动脉粥样硬化中差异表达铁死亡相关基因的鉴定：生物信息学分析

doi:10.12677/acm.2024.1441187

期刊菜单

动脉粥样硬化中差异表达铁死亡相关基因的鉴定：生物信息学分析
Identification of Differentially Expressed Ferroptosis-Related Genes in Atherosclerosis: Bioinformatics Analysis

DOI: 10.12677/acm.2024.1441187, PDF,
作者: 邹志毅, 王昆, 王士忠^*：青岛大学附属医院心血管外科，山东青岛；彭垒：自贡市中医院外科，四川自贡
关键词: 动脉粥样硬化；铁死亡；NOX4；生物信息学分析；氧化应激；Atherosclerosis； Ferroptosis； NOX4； Bioinformatics Analysis； Oxidative Stress

摘要: 目的：铁死亡在动脉粥样硬化的发生和发展中起着至关重要的作用。本研究旨在已有研究的基础上，通过生物信息学分析进一步筛选鉴定与动脉粥样硬化中铁死亡相关的差异表达基因。材料方法：首先，mRNA表达谱数据集GSE100927从基因表达综合数据库中筛选，并使用R软件(4.0.0版)分析与动脉粥样硬化和铁死亡相关的潜在差异表达基因。随后，对选定的候选基因进行蛋白质–蛋白质相互作用分析、基因本体富集分析和京都基因与基因组百科全书通路富集分析等研究，最终构建受试者工作曲线，来预测其功能。结果：我们通过差异性分析确定了23个可能的与动脉粥样硬化铁死亡相关的潜在靶点。进一步通过基因本体富集分析发现这些候选基因的功能可能主要与氧化应激有关。蛋白质–蛋白质相互作用网络展示出绝大多数候选靶点存在密切的相互作用。最终我们再次从23个候选的潜在靶点中筛选了2个基因作为关键基因，即HMOX1和NOX4。结论：生物信息学分析鉴定了23个潜在的动脉粥样硬化铁死亡相关差异表达基因，而HMOX1和NOX4这2个基因可能作为关键基因在动脉粥样硬化过程中发挥更关键的作用。本研究结果可能有助于进一步了解动脉粥样硬化的发病机制，并为进一步指导临床治疗提供重要依据。

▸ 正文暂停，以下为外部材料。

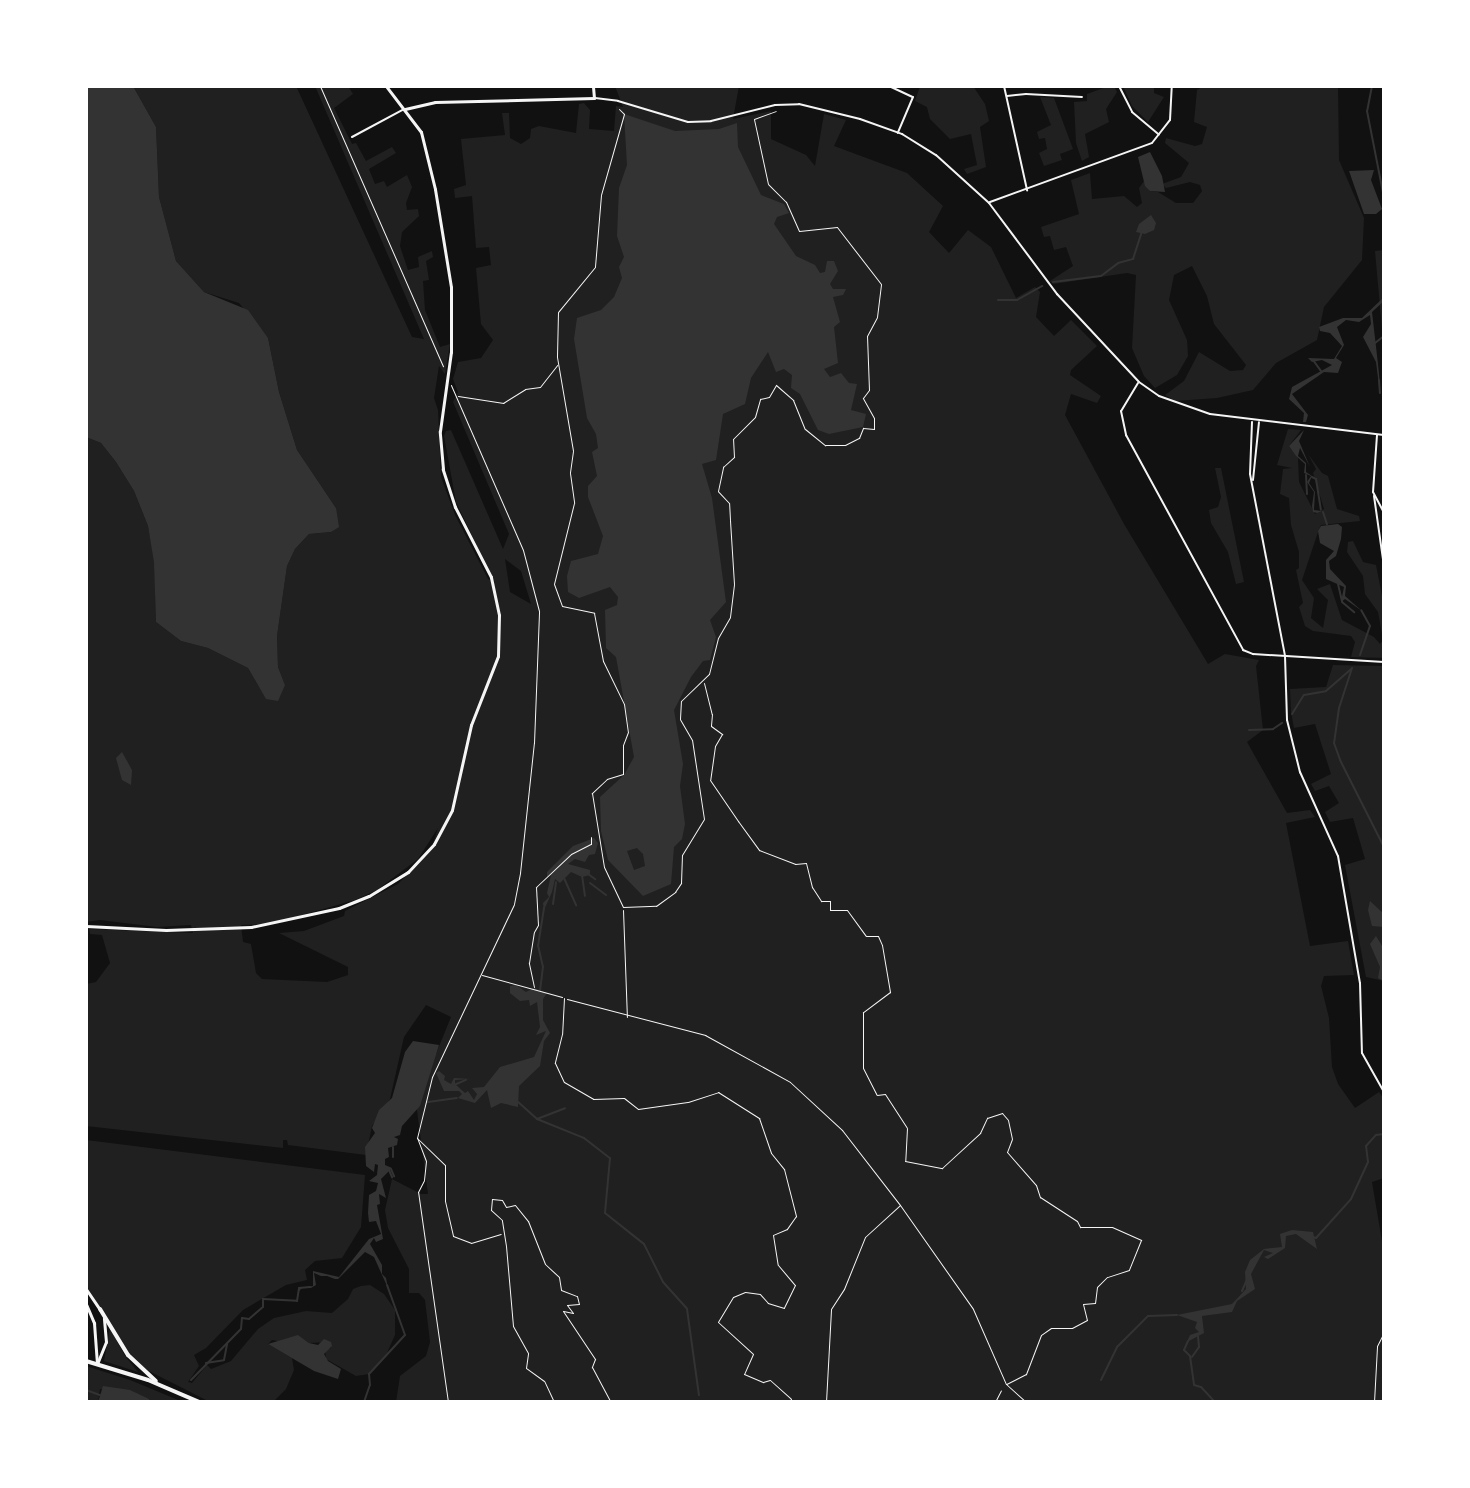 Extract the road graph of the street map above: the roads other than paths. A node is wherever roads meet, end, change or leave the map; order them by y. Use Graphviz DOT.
graph roads {
  1 [pos="386,86"];
  2 [pos="593,86"];
  3 [pos="889,86"];
  4 [pos="1004,86"];
  5 [pos="1119,86"];
  6 [pos="1172,86"];
  7 [pos="1006,97"];
  8 [pos="1082,97"];
  9 [pos="594,98"];
  10 [pos="405,109"];
  11 [pos="898,133"];
  12 [pos="1160,136"];
  13 [pos="352,137"];
  14 [pos="1027,190"];
  15 [pos="989,203"];
  16 [pos="1139,382"];
  17 [pos="1252,420"];
  18 [pos="1259,421"];
  19 [pos="1377,434"];
  20 [pos="1384,435"];
  21 [pos="1253,487"];
  22 [pos="1373,492"];
  23 [pos="1384,513"];
  24 [pos="1384,533"];
  25 [pos="1379,537"];
  26 [pos="1384,566"];
  27 [pos="1285,656"];
  28 [pos="1384,662"];
  29 [pos="86,926"];
  30 [pos="1384,1092"];
  31 [pos="86,1289"];
  32 [pos="86,1304"];
  33 [pos="100,1309"];
  34 [pos="86,1361"];
  35 [pos="97,1364"];
  36 [pos="161,1385"];
  37 [pos="199,1402"];
  1 -- 10 [label="street"];
  2 -- 9 [label="street"];
  3 -- 11 [label="street"];
  4 -- 7 [label="street"];
  5 -- 12 [label="street"];
  6 -- 12 [label="street"];
  7 -- 8 [label="street"];
  7 -- 14 [label="street"];
  9 -- 10 [label="street"];
  9 -- 11 [label="street"];
  10 -- 13 [label="street"];
  10 -- 29 [label="street"];
  11 -- 15 [label="street"];
  12 -- 14 [label="street"];
  14 -- 15 [label="street"];
  15 -- 16 [label="street"];
  16 -- 17 [label="street"];
  16 -- 27 [label="street"];
  17 -- 18 [label="street"];
  17 -- 21 [label="street"];
  18 -- 19 [label="street"];
  18 -- 21 [label="street"];
  19 -- 20 [label="street"];
  19 -- 22 [label="street"];
  21 -- 27 [label="street"];
  22 -- 23 [label="street"];
  22 -- 25 [label="street"];
  24 -- 25 [label="street"];
  25 -- 26 [label="street"];
  27 -- 28 [label="street"];
  27 -- 30 [label="street"];
  31 -- 33 [label="street"];
  32 -- 35 [label="street"];
  33 -- 35 [label="street"];
  33 -- 36 [label="highway"];
  34 -- 35 [label="highway"];
  35 -- 36 [label="highway"];
  36 -- 37 [label="highway"];
}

Abstract: Purpose: Ferroptosis plays a crucial role in the development and progression of atherosclerosis. The aim of this study was to identify differentially expressed genes associated with ferroptosis in atherosclerosis through bioinformatics analysis. Materials and Methods: First, the mRNA expression profile dataset GSE100927 was screened from the comprehensive gene expression database and analyzed using R software (version 4.0.0) for potential differentially expressed genes associated with atherosclerosis and iron death. Subsequently, protein-protein interaction analysis, gene ontology enrichment analysis and Kyoto Gene and Genome Encyclopedia pathway enrichment analysis were performed on the selected candidate genes, and finally the subject working curve was constructed to predict their functions. Results: We identified 23 possible potential targets associated with ferroptosis through differential analysis. The function of these candidate genes may be mainly related to oxidative stress through gene ontology enrichment analysis. Protein-protein interaction networks show close interactions at most candidate targets. Finally, we selected two key genes, namely HMOX1 and NOX4, from the 23 candidate potential targets. Conclusion: Bioinformatics analysis identified 23 potential differentially expressed genes associated with ferroptosis in atherosclerosis, two genes, HMOX1 and NOX4, may play a more critical role as key genes in the process of atherosclerosis. The results of this study may help to further understand the pathogenesis of atherosclerosis and provide an important basis for further clinical treatment.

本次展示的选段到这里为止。